The records that follow must be transcribed exactly, each one in full.

(Input data begins)

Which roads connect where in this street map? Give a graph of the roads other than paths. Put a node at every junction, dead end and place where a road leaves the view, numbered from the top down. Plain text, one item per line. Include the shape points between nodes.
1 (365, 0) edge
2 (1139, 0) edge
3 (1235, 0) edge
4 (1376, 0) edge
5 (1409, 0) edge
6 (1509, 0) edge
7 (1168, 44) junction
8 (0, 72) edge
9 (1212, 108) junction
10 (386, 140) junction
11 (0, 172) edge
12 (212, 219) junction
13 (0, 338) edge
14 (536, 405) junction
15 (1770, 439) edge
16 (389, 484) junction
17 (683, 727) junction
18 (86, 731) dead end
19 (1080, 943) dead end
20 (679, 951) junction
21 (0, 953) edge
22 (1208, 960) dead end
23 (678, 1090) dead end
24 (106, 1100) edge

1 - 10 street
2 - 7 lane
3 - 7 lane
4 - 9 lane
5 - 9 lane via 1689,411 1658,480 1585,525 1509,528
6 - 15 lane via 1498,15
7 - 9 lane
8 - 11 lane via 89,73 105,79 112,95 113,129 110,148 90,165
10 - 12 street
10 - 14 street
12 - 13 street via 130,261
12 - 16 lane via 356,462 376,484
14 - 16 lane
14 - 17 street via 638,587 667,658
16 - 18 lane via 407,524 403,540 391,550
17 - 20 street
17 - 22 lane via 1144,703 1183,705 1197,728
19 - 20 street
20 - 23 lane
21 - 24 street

(Input data ends)

Output for this task:
Which roads connect where in this street map? Give a graph of the roads other than paths. Put a node at every junction, dead end and place where a road leaves the view, numbered from the top down. Plain text, one item per line. Include the shape points between nodes.
1 (365, 0) edge
2 (1139, 0) edge
3 (1235, 0) edge
4 (1376, 0) edge
5 (1409, 0) edge
6 (1509, 0) edge
7 (1168, 44) junction
8 (0, 72) edge
9 (1212, 108) junction
10 (386, 140) junction
11 (0, 172) edge
12 (212, 219) junction
13 (0, 338) edge
14 (536, 405) junction
15 (1770, 439) edge
16 (389, 484) junction
17 (683, 727) junction
18 (86, 731) dead end
19 (1080, 943) dead end
20 (679, 951) junction
21 (0, 953) edge
22 (1208, 960) dead end
23 (678, 1090) dead end
24 (106, 1100) edge

1 - 10 street
2 - 7 lane
3 - 7 lane
4 - 9 lane
5 - 9 lane via 1689,411 1658,480 1585,525 1509,528
6 - 15 lane via 1498,15
7 - 9 lane
8 - 11 lane via 89,73 105,79 112,95 113,129 110,148 90,165
10 - 12 street
10 - 14 street
12 - 13 street via 130,261
12 - 16 lane via 356,462 376,484
14 - 16 lane
14 - 17 street via 638,587 667,658
16 - 18 lane via 407,524 403,540 391,550
17 - 20 street
17 - 22 lane via 1144,703 1183,705 1197,728
19 - 20 street
20 - 23 lane
21 - 24 street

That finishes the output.